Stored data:
__________________________________________________

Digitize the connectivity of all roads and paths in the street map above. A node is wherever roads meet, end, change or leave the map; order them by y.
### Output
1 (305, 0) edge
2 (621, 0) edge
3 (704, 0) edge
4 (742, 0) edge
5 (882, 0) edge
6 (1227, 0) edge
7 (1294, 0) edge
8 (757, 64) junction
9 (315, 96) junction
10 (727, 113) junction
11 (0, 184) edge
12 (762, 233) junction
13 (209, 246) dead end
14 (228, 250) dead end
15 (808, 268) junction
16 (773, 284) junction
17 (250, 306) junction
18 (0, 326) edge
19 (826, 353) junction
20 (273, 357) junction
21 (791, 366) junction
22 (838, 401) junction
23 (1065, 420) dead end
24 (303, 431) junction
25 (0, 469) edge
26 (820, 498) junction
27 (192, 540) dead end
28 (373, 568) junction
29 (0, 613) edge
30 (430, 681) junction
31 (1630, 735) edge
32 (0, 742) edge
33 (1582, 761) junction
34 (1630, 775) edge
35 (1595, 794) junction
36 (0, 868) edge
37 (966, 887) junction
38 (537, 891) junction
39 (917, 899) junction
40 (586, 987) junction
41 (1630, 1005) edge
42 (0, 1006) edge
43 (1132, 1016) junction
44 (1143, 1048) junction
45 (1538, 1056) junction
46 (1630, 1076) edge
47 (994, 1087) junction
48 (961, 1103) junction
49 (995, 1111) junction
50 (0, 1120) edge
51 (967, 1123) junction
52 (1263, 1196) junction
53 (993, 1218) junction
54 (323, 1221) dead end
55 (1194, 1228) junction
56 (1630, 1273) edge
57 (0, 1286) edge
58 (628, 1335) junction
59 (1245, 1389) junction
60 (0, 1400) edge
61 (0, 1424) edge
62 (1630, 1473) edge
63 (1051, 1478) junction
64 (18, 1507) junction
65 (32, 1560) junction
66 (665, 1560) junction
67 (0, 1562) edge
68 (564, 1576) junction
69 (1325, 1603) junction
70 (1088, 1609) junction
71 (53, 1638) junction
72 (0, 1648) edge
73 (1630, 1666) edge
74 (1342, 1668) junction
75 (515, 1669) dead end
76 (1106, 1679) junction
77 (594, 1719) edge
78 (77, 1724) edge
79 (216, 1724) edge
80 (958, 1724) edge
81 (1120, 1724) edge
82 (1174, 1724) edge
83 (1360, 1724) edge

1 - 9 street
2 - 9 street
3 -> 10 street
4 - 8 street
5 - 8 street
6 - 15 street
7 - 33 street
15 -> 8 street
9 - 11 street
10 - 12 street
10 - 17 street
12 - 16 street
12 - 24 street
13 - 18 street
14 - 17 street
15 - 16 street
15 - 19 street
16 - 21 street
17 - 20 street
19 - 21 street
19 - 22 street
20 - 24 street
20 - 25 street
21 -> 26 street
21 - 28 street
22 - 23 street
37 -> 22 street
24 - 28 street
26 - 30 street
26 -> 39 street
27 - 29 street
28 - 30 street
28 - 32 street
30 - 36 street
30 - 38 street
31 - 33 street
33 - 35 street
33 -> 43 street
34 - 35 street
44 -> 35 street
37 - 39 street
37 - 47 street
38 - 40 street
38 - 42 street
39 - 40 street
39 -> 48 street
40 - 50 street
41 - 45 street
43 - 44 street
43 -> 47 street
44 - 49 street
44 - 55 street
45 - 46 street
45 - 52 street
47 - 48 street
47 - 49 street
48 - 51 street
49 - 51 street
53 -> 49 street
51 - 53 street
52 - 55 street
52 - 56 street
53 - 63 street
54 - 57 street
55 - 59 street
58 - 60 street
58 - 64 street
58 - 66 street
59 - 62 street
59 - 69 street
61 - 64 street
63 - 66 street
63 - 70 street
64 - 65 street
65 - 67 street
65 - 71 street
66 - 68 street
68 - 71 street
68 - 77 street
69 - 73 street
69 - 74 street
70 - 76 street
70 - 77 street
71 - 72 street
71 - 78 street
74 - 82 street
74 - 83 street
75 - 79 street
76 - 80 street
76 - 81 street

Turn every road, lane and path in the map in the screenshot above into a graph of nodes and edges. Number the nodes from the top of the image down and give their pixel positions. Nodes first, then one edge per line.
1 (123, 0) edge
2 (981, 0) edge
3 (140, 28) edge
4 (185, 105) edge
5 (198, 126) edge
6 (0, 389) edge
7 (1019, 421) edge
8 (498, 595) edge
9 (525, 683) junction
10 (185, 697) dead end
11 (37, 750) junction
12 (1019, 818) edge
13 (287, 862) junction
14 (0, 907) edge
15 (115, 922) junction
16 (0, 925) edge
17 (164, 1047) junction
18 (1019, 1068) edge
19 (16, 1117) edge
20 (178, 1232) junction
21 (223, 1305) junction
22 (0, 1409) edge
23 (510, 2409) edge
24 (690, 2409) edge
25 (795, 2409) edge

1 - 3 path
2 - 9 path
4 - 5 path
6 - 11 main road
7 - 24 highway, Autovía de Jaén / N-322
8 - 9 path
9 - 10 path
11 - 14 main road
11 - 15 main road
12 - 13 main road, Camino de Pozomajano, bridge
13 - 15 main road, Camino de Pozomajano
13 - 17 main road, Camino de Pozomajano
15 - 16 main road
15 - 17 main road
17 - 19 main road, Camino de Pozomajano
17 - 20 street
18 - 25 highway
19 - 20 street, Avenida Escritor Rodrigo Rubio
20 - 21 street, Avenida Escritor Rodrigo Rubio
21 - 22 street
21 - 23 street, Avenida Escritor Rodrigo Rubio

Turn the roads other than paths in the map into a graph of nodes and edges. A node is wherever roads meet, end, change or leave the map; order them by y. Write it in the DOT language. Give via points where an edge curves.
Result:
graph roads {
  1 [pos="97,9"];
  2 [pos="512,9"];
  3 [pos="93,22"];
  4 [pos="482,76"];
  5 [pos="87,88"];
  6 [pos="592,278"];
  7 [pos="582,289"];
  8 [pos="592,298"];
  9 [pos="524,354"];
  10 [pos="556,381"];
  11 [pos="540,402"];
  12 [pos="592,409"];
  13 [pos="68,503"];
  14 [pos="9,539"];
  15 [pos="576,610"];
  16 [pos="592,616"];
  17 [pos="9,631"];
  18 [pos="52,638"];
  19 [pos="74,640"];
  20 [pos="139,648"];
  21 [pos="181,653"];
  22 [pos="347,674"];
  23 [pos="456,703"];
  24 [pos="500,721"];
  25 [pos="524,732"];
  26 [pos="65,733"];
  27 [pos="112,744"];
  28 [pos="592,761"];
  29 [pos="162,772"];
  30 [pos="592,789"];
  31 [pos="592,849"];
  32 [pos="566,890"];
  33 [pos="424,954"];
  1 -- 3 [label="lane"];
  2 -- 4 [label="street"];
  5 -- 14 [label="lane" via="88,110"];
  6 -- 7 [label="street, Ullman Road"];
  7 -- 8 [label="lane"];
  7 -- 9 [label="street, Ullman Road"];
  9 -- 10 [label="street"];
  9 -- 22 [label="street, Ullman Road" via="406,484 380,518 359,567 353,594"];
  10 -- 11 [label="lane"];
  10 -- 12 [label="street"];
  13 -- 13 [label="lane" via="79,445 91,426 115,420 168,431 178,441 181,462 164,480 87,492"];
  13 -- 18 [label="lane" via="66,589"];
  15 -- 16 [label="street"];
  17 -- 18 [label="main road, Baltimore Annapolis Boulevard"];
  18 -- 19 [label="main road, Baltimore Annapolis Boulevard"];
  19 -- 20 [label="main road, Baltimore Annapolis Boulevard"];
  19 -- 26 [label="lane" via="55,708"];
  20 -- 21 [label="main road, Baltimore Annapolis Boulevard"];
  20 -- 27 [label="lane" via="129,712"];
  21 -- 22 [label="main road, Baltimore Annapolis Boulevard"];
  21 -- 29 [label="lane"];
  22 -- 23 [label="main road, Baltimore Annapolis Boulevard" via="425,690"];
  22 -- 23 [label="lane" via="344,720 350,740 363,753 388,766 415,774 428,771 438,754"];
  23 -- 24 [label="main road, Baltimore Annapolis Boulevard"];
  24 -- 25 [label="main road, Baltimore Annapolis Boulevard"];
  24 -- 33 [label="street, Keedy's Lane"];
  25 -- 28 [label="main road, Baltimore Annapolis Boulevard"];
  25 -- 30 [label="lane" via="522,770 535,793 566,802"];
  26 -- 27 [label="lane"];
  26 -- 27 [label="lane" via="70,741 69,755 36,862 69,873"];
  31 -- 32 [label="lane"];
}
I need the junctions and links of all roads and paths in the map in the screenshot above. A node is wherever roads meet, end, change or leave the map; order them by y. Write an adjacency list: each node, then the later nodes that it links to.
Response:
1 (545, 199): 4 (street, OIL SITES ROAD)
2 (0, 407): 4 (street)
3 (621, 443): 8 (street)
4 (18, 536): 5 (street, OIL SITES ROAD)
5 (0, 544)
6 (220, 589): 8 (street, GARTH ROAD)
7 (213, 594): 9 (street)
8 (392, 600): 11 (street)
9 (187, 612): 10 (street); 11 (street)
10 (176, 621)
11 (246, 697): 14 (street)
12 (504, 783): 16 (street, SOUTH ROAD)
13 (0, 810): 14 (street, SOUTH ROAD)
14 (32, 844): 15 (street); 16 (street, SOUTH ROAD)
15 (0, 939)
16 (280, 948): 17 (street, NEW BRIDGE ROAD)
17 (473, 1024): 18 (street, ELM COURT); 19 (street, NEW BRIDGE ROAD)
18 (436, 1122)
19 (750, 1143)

__________________________________________________

Assignment:
Within the records above, how many lines include the word "Annapolis"? Only the number is wanted.

Answer space:
9